We live in a world where the best parts of our individual local hardware and software collection are rarely leveraged to make cloud security decisions. This is because there has never been a vendor-agnostic and privacy-preserving way for cloud resources to interact with individual hardware configurations in any generic way. Until now!
With WebAuthn, any web entity can call a simple Javascript API and ask for a cryptographically secure credential. What happens next is pretty cool – the world’s browsers have worked with the world’s operating system makers and the world’s hardware manufacturers, so that when a website asks for a credential, the browsers work with the underlying platform to securely locate compliant local hardware and talk to it!
All of a sudden, there is a way for all the devices close to us to speak for us. Whether it is my fitness device, a built-in fingerprint reader, a soft token or a roaming security key, we now have credible alternatives for passwords, because the very proximity of my device makes it hard for an attacker to subvert, my devices need to be either built-in, plugged in, or wirelessly connected.
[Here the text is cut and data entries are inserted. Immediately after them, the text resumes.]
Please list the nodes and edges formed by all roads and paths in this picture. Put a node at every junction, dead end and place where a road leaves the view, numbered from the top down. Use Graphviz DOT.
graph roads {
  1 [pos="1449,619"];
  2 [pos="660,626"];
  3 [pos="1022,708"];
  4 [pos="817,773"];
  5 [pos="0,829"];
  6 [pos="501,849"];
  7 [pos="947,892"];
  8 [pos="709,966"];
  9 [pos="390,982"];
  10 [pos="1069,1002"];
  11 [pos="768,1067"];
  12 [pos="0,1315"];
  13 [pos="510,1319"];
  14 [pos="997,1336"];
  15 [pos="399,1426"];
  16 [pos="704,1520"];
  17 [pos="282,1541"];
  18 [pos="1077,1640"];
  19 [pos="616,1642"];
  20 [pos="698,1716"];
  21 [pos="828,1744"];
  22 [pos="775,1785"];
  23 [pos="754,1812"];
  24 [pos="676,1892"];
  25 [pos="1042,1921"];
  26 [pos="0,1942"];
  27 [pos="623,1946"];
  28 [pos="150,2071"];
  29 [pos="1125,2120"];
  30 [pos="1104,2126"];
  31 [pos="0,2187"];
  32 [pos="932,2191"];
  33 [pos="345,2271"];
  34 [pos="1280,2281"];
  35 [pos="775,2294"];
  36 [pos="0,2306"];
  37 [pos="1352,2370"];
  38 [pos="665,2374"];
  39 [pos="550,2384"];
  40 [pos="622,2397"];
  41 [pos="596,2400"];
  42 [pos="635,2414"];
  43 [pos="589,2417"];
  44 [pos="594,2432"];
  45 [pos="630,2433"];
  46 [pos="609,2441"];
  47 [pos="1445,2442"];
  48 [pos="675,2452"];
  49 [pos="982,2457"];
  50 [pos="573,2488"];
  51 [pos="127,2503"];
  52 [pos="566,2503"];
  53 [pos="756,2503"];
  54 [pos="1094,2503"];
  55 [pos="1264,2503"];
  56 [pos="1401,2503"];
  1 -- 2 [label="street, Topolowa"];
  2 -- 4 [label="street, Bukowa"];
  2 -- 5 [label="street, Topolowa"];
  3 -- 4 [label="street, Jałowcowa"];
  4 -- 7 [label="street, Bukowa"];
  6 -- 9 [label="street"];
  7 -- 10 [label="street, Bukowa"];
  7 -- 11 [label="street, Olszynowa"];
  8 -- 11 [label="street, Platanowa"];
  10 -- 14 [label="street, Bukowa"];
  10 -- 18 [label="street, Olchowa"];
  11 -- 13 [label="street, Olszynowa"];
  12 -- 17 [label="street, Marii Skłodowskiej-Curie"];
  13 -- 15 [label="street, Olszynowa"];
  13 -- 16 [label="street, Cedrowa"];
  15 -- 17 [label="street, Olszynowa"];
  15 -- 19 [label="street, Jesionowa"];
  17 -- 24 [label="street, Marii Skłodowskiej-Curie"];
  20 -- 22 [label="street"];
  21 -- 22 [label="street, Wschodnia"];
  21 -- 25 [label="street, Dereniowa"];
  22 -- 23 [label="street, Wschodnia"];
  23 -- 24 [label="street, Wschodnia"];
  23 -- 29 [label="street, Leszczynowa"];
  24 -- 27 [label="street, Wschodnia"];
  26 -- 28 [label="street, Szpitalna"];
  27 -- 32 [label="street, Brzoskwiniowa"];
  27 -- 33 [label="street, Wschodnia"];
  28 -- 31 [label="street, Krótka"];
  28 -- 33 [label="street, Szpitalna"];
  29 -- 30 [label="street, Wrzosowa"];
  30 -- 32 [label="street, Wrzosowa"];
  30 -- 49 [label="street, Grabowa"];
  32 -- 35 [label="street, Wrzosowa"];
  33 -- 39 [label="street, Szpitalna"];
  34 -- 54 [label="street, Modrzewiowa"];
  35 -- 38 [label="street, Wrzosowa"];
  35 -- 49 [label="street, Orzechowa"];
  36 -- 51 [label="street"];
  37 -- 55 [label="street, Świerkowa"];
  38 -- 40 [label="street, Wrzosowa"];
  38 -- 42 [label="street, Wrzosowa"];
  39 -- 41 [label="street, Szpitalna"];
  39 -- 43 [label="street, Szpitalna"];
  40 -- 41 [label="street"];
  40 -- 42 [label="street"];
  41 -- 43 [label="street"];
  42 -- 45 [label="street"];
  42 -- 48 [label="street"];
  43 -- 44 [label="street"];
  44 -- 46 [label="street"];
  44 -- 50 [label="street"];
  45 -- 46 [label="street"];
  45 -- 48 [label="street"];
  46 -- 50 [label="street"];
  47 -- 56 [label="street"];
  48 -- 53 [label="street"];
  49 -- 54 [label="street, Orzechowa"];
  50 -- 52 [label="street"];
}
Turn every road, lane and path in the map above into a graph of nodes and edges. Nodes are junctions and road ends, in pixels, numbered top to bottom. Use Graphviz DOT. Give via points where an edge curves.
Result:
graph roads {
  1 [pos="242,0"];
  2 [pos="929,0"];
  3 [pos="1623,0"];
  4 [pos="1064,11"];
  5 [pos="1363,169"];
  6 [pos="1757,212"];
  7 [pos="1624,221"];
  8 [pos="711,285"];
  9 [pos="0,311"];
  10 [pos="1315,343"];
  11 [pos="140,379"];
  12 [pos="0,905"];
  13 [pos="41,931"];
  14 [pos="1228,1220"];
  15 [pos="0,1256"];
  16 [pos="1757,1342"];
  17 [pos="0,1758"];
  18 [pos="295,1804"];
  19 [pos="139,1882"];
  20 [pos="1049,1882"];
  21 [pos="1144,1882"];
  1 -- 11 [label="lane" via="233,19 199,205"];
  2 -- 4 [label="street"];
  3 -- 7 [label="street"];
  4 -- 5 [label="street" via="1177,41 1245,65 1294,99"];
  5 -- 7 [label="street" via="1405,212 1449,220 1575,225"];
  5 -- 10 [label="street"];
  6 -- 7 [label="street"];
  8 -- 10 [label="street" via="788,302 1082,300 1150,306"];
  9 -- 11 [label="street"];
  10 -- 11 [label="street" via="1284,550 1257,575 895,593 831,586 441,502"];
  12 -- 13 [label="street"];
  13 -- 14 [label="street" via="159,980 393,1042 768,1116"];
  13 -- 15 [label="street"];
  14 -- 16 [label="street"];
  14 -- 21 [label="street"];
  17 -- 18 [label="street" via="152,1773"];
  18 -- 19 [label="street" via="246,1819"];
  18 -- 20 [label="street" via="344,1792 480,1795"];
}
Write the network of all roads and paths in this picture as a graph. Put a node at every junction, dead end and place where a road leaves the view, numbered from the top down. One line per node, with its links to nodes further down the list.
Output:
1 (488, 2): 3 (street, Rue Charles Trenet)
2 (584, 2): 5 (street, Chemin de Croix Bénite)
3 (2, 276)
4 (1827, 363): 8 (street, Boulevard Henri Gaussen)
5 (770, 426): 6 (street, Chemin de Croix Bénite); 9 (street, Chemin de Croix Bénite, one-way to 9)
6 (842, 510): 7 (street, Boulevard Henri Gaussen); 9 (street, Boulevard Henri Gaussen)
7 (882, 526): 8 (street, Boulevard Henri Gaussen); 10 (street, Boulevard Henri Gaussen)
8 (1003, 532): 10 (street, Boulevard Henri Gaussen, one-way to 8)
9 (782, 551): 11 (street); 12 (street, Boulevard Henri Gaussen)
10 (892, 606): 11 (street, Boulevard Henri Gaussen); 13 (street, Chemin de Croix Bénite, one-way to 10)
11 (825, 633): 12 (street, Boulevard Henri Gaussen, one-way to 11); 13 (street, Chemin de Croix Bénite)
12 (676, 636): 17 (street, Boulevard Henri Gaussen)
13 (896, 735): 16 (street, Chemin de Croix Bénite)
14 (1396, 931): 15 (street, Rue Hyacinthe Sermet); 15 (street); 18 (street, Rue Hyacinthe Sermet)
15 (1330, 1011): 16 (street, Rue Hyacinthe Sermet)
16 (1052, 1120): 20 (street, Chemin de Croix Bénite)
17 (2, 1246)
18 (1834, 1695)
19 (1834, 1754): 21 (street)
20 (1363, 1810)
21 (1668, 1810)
The ratification of WebAuthn is only a first step. While we have agreement on how we can leverage what is locally connected, deployment is still ongoing and it will take time for all the pieces to be available in a way that can be used anywhere, by anyone. One day, your individual collection of devices will form a flexible, recoverable set of ‘authenticators’ that make it very easy for you to get to your cloud resources. We won’t overwhelm you with technology, but rather use what you already keep with you every day.
The most amazing thing about WebAuthn (and companion specs also ratified at the FIDO Alliance) is how many different companies have had to form consensus before this specification could exist. It has been seven years of debate, proposals, interops, working group meetings, editorial tweaks, liaison work with other specifications, evangelism and working code to get us where we are.
Whatever happens, keep an eye out for W3C WebAuthn and FIDO2. And raise a glass to your neighborhood standards engineer, they deserve it.
Cheers, and congratulations on your ratification, W3C WebAuthn and FIDO2 CTAP2!